ENTRIES PROVIDED:
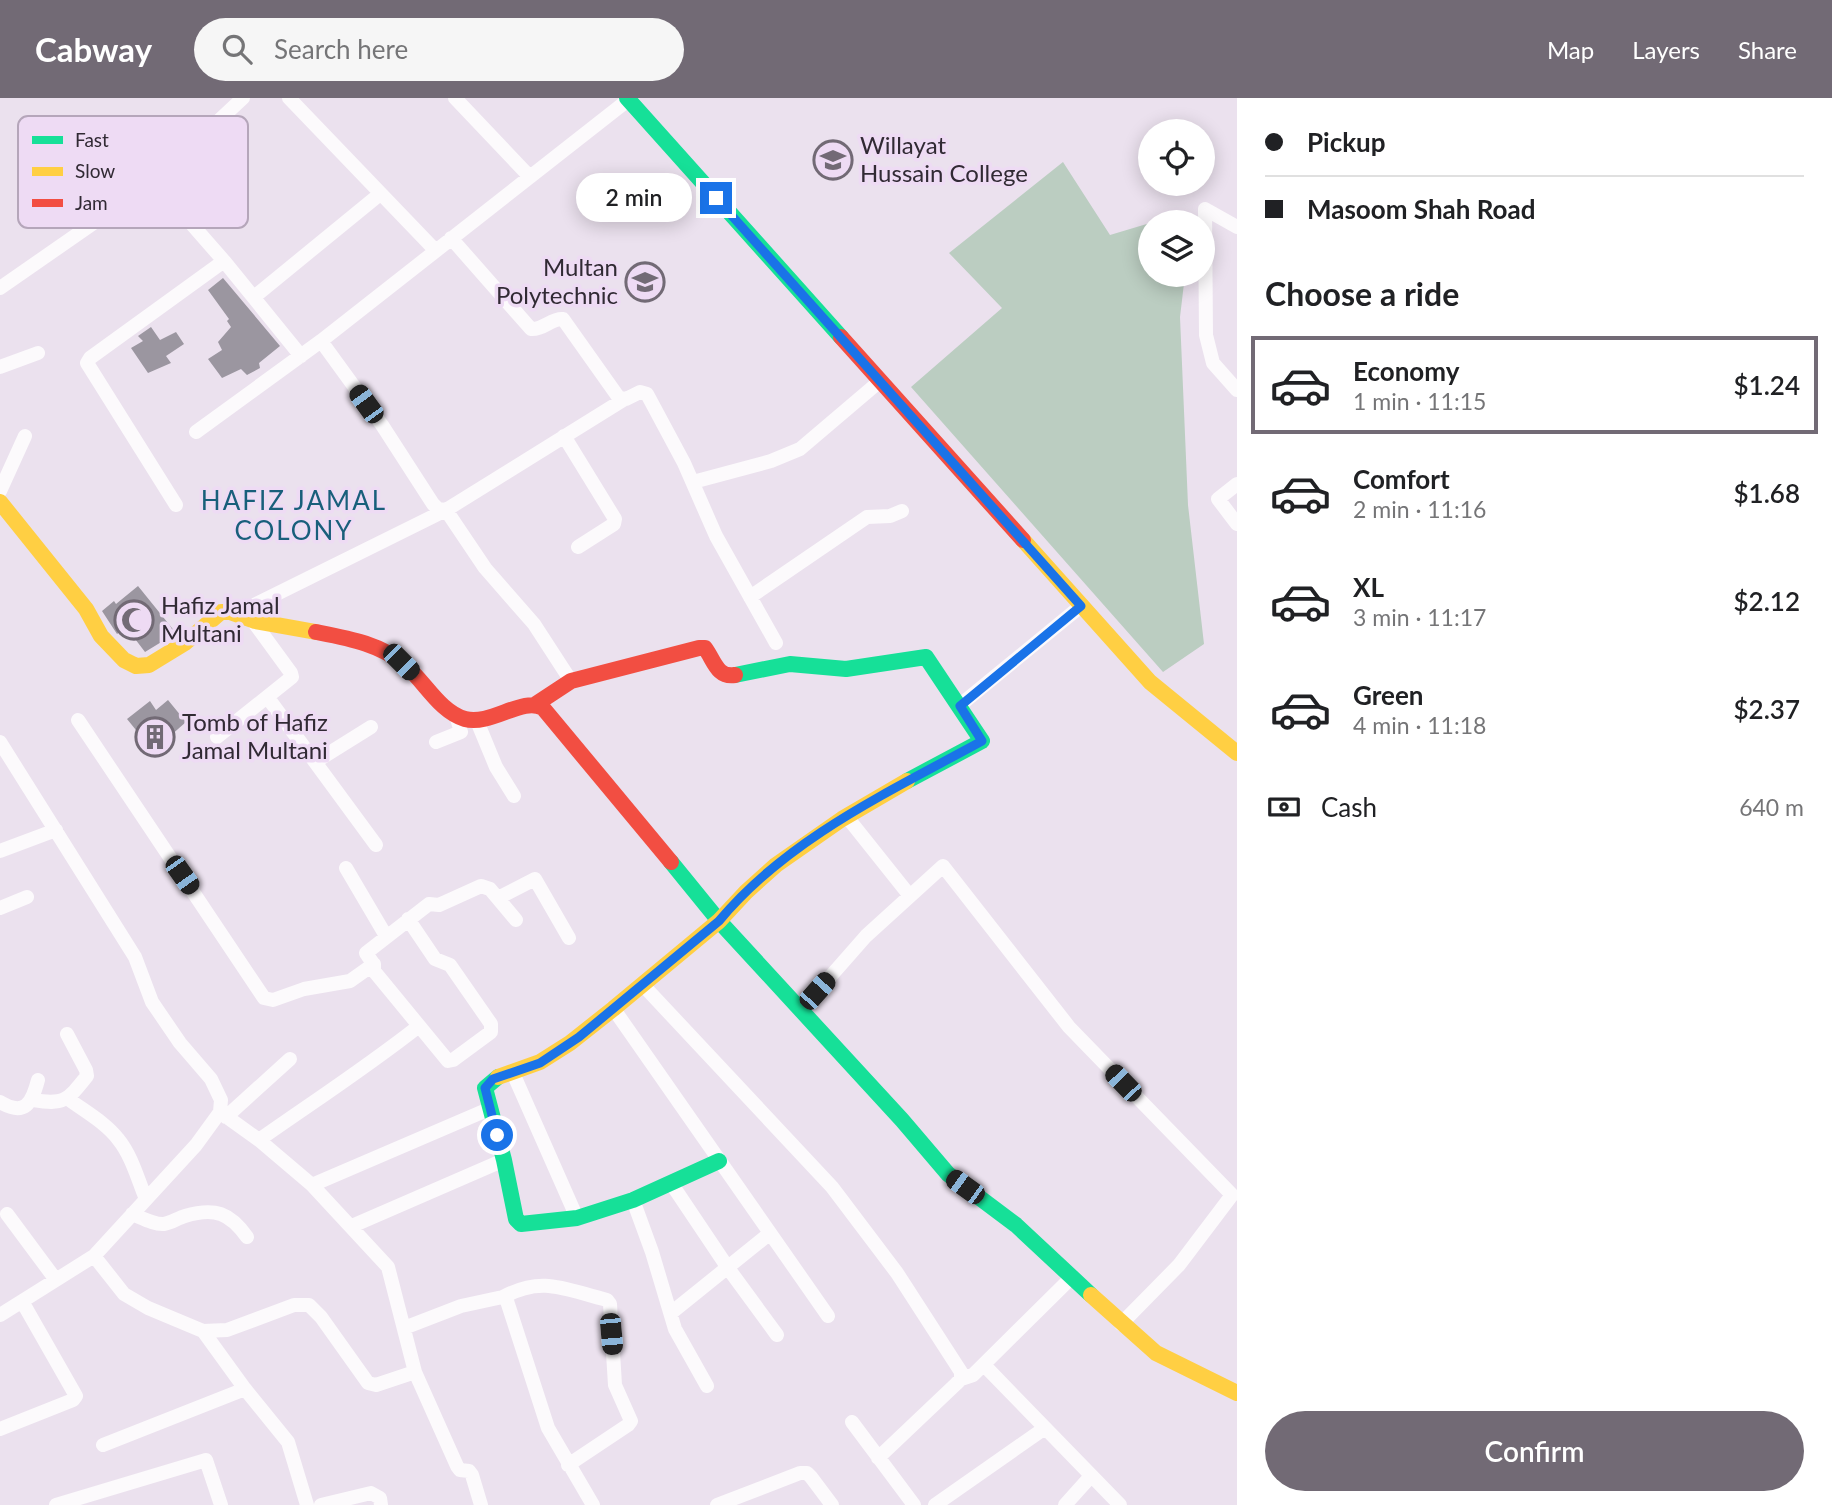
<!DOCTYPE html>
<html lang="en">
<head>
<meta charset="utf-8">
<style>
	body { margin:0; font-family:Lato,sans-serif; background:#f6f6f6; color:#202124; height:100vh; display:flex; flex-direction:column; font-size:26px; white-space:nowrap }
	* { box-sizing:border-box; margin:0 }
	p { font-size:23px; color:#757577 }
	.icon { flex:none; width:38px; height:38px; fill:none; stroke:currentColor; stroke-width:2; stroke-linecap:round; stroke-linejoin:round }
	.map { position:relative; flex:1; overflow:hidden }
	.drawer { display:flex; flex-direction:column; background:#fff; width:595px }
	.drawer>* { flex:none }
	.top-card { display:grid; align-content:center; height:154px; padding:0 28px; background:#fff }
	.controls { position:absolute; left:1138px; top:21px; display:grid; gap:14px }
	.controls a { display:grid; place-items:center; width:77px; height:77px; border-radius:50%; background:#fff; box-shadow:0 4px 18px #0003; font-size:35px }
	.end { position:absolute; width:32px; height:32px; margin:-16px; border:9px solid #1a73e8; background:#fff; box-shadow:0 0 0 4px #fff }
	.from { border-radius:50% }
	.bubble { position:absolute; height:49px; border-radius:24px; background:#fff; box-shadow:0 4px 18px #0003; font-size:23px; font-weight:600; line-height:49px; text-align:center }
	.car { position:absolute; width:21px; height:42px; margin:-21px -10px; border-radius:9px; box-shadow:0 0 5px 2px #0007; background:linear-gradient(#222 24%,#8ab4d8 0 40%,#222 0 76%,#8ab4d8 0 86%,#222 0) }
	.top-card b { display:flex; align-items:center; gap:24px; height:66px; font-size:26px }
	.top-card b+b { border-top:2px solid #e0e0e0 }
	.top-card i { width:18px; height:18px; background:#202124 }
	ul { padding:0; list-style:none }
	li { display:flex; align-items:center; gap:21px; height:98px; margin:0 14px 10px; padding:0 14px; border:4px solid transparent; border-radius:0px }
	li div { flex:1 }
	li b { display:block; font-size:26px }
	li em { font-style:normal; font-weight:600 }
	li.selected { border-color:#726a75 }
	li>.icon { width:63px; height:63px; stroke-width:1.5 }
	h2 { padding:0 28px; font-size:32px; line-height:84px }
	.pay { display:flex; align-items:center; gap:18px; height:77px; padding:0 28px; font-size:26px }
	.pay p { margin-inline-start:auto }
	.action { display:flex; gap:14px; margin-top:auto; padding:14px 28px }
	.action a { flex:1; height:80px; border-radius:42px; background:#726a75; color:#fff; font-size:28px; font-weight:600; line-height:80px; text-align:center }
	header { display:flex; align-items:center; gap:42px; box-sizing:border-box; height:98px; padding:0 35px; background:#726a75; color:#fff }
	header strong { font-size:33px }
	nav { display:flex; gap:38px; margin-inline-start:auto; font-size:24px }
	.search { width:490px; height:63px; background:#f6f6f6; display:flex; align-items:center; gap:18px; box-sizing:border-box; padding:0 24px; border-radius:38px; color:#757577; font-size:26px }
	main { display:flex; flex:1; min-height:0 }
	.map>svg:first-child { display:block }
	.green { fill:#bbcdc1 }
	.building { fill:#9b96a0 }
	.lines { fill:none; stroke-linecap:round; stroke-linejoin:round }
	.street { stroke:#fcfafc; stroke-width:14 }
	.fast { stroke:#16e098; stroke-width:16 }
	.slow { stroke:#ffcf43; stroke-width:16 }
	.jam { stroke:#f24e42; stroke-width:16 }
	.route { stroke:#1a73e8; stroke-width:9 }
	.labels { text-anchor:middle; stroke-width:7; stroke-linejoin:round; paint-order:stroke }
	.poi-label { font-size:24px; fill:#312a34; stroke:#eedbf4; text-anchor:start }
	.neighbourhood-label { font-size:26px; letter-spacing:2px; fill:#195f7b; stroke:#eedbf4 }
	.key { fill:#eedbf4; stroke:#b5a6ba; stroke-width:2 }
	.key-label { font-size:19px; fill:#312a34 }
</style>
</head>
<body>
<header>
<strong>Cabway</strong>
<div class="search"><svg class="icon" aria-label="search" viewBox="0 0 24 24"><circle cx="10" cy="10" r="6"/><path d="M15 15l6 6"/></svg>Search here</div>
<nav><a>Map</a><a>Layers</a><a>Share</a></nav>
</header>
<main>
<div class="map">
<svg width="1237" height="1407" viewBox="0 0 1237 1407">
	<rect width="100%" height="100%" fill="#ebe1ee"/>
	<path class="green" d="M1063,64L1110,137L1150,125V177H1185L1180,219L1188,407L1204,546L1163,574L911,289L1002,210L949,155Z"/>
	<path class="building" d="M223,180L280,248L259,265L260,270L247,277L241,271L222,280L208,261L222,252L218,244L231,229L227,223L229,221L208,192Z
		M151,229L160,242L176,234L184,246L166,258L171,265L148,275L131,250L143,243L138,238Z
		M138,488L176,535L145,554L126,529L117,536L102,513L114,503L116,506Z
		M168,602L186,624L153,653L127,621L150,603L156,612Z"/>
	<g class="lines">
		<path class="street" d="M289,0L435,152
			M455,0L530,79
			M154,83L224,163L301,258
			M1237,129L1205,111L1206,237L1213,265L1237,292
			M451,140L531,231C544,232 551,220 563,221L619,300L626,301L640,294L647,296L684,365L716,438L776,545
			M0,190L154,83L243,0
			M254,199L380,96
			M321,243L382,327L433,406L438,411L446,412L485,470L534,526L571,583
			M0,269L38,255
			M196,334L321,243L628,2
			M564,338L615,421L614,426L578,449
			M693,384L771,363L800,351L880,283
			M1237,386L1218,401L1237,426
			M0,393L25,338
			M176,407L87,265L90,260L224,163
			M750,499L867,419L890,418L902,413
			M238,515L446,412L623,302
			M268,600L376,747
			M959,608L1081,508
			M78,622L264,900L273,902L304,891L350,883L374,866
			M477,623L496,669L514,698
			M217,639L292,579L291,575L253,523
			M0,644L135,859L152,904L180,945L211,981L221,1002L220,1014L196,1047L94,1158L0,1217
			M436,644L461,634L456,617
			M315,664L371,629
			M847,719L910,798
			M0,753L56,732
			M346,770L386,838
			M498,800L535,781L569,840
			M0,810L27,799
			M408,821L435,861L450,867L491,926V934L453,962L448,963L374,873V867L366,855L429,806L439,807L481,788L490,791L516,822
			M642,886L832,1089L897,1175L961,1274V1281L956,1286L878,1360
			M613,910L828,1218
			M801,912L866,838L943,768L1069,929L1232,1097L1179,1167L1121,1226
			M513,975L577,1120
			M67,1000C84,1013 105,1024 118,1041C132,1058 138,1082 146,1101
			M33,1002C64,1007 67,1003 87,978L86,972L67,936
			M0,1004C25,1019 32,1005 38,982
			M220,1014L259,1042L312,1087L388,1169L415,1274L457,1368L460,1372L469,1373L472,1377L481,1407
			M226,1019L290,961
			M259,1042C313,1004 367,969 419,928
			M671,1085L728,1170L777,1237
			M312,1087L489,1011
			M633,1102L652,1154L675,1231L707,1288
			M7,1116L56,1182
			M132,1116C142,1120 155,1127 164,1126C171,1125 178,1120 185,1118C215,1109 230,1115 247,1139
			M352,1128L504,1062
			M94,1158L124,1196L148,1210L203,1233L245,1291L288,1344L307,1407
			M503,1199C543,1177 566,1192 607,1202L610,1206L615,1287L631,1323L628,1327L568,1367
			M671,1215L769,1136
			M404,1230L461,1208L498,1200L503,1199L507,1203L548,1330L593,1407
			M203,1233L227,1232L294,1207H309L321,1219L368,1285L376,1287L415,1274
			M984,1267L1120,1407
			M961,1281L973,1277L1072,1179
			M852,1324L914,1407
			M0,1331L73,1302L76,1298L23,1205
			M103,1347L245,1291
			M56,1407L206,1362L221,1407
			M321,1407L371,1395L380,1400L381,1407
			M717,1407L800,1375H807L811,1379L832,1407
			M935,1407L1045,1330
			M1065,1407L1091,1378"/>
		<path class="fast" d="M627,0L841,239
			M735,577L790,566L846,571L926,559L982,643L907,683
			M671,764L719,823L902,1022L948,1076L1016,1127L1091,1197
			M498,979L485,990L504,1062L516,1121L521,1126L577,1120L633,1102L719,1063"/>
		<path class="slow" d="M0,404L86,511L101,538L124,562L136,568L149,567L185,545L221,514H230L255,523L316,534
			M1023,442L1150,584L1237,655
			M498,979L540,964L570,945L613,911L719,823L746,794L776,767L842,721L907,683
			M1091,1197L1156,1255L1237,1295"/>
		<path class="jam" d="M841,239L1023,442
			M316,534C347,540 382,546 406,568C425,584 440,614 465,621C491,628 523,598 543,610L671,764
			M536,606L571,583L699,550H705C714,562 717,580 735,577"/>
	</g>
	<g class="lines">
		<path class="route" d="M497,1037L485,990L493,981L540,965L579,939L719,823C788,740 889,694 982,643L960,608L1081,508L716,100"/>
	</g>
	<defs>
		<g id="university-ring" transform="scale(2.0125)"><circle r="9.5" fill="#eedbf4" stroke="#726a75" stroke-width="1.5"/><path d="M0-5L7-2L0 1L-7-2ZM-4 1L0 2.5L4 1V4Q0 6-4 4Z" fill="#726a75"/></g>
		<g id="school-ring" transform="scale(2.0125)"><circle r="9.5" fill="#eedbf4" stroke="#726a75" stroke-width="1.5"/><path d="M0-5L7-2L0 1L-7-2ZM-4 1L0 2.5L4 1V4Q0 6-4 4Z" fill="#726a75"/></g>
		<g id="mosque-ring" transform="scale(2.0125)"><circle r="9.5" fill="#eedbf4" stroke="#726a75" stroke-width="1.5"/><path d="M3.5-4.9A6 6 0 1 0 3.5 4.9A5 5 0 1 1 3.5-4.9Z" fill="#726a75"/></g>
		<g id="building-ring" transform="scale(2.0125)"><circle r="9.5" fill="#eedbf4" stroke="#726a75" stroke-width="1.5"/><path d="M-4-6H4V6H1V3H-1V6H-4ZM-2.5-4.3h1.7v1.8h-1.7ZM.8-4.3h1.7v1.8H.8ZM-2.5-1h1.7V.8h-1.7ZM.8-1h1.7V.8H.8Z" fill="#726a75"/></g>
	</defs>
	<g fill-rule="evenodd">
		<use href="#university-ring" x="833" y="62"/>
		<use href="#school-ring" x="645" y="184"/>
		<use href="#mosque-ring" x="134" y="522"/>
		<use href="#building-ring" x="155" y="639"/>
	</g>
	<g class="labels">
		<g class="poi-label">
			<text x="860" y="56">Willayat<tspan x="860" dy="28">Hussain College</tspan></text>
			<text x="618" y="178" text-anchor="end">Multan<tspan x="618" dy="28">Polytechnic</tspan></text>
			<text x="161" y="516">Hafiz Jamal<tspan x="161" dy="28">Multani</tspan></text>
			<text x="182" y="633">Tomb of Hafiz<tspan x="182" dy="28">Jamal Multani</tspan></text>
		</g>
		<g class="neighbourhood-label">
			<text x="294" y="412">HAFIZ JAMAL<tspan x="294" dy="30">COLONY</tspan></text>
		</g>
	</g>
	<rect x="18" y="18" width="230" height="112" rx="10" class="key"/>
	<rect x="32" y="38" width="31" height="8" fill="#16e098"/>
	<rect x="32" y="69" width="31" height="9" fill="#ffcf43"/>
	<rect x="32" y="101" width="31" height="8" fill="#f24e42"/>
	<g class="key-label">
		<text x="75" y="49">Fast</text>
		<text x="75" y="80">Slow</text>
		<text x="75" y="112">Jam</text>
	</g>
</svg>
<div class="controls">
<a><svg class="icon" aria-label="locate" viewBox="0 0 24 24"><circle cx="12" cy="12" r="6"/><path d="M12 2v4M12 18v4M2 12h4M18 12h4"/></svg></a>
<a><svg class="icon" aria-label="layers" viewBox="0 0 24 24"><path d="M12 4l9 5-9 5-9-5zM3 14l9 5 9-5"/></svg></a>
</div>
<i class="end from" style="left:497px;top:1037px"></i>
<i class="end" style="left:716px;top:100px"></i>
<div class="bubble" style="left:576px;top:75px;width:116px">2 min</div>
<i class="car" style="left:366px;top:306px;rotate:324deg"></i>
<i class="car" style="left:401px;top:564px;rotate:135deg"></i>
<i class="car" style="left:182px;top:777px;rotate:145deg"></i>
<i class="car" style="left:817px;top:893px;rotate:42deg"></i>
<i class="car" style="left:1123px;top:985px;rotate:316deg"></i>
<i class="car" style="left:965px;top:1089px;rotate:306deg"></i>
<i class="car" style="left:611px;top:1236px;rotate:175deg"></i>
</div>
<section class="drawer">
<div class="top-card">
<b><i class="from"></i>Pickup</b>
<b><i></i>Masoom Shah Road</b>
</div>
<h2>Choose a ride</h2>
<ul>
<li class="selected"><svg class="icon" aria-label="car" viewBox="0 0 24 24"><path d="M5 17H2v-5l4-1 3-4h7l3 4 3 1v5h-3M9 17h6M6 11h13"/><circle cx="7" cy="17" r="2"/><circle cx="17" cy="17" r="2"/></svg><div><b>Economy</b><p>1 min · 11:15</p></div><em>$1.24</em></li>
<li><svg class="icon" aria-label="car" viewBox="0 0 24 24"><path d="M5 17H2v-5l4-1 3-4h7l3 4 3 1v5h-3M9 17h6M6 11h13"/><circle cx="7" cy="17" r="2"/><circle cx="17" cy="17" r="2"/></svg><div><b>Comfort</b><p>2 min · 11:16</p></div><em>$1.68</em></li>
<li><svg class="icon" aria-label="car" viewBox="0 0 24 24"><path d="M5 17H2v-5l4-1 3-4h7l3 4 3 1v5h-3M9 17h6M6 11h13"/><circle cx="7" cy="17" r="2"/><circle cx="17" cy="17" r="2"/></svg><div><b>XL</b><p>3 min · 11:17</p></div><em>$2.12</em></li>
<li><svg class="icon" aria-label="car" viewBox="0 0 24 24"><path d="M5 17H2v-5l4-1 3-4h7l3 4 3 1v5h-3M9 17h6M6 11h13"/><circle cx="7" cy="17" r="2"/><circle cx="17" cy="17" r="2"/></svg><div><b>Green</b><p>4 min · 11:18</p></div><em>$2.37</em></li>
</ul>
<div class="pay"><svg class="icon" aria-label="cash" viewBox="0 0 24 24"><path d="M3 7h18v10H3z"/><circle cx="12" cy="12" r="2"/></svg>Cash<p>640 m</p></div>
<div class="action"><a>Confirm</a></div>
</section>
</main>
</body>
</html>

PROBLEM DESCRIPTION: Verbatim copy, pictures excluded: output the lines from the first line of the records above through the line containing "position:absolute; height:49px; border-radius:24px;".

TASK RESULT:
<!DOCTYPE html>
<html lang="en">
<head>
<meta charset="utf-8">
<style>
	body { margin:0; font-family:Lato,sans-serif; background:#f6f6f6; color:#202124; height:100vh; display:flex; flex-direction:column; font-size:26px; white-space:nowrap }
	* { box-sizing:border-box; margin:0 }
	p { font-size:23px; color:#757577 }
	.icon { flex:none; width:38px; height:38px; fill:none; stroke:currentColor; stroke-width:2; stroke-linecap:round; stroke-linejoin:round }
	.map { position:relative; flex:1; overflow:hidden }
	.drawer { display:flex; flex-direction:column; background:#fff; width:595px }
	.drawer>* { flex:none }
	.top-card { display:grid; align-content:center; height:154px; padding:0 28px; background:#fff }
	.controls { position:absolute; left:1138px; top:21px; display:grid; gap:14px }
	.controls a { display:grid; place-items:center; width:77px; height:77px; border-radius:50%; background:#fff; box-shadow:0 4px 18px #0003; font-size:35px }
	.end { position:absolute; width:32px; height:32px; margin:-16px; border:9px solid #1a73e8; background:#fff; box-shadow:0 0 0 4px #fff }
	.from { border-radius:50% }
	.bubble { position:absolute; height:49px; border-radius:24px; background:#fff; box-shadow:0 4px 18px #0003; font-size:23px; font-weight:600; line-height:49px; text-align:center }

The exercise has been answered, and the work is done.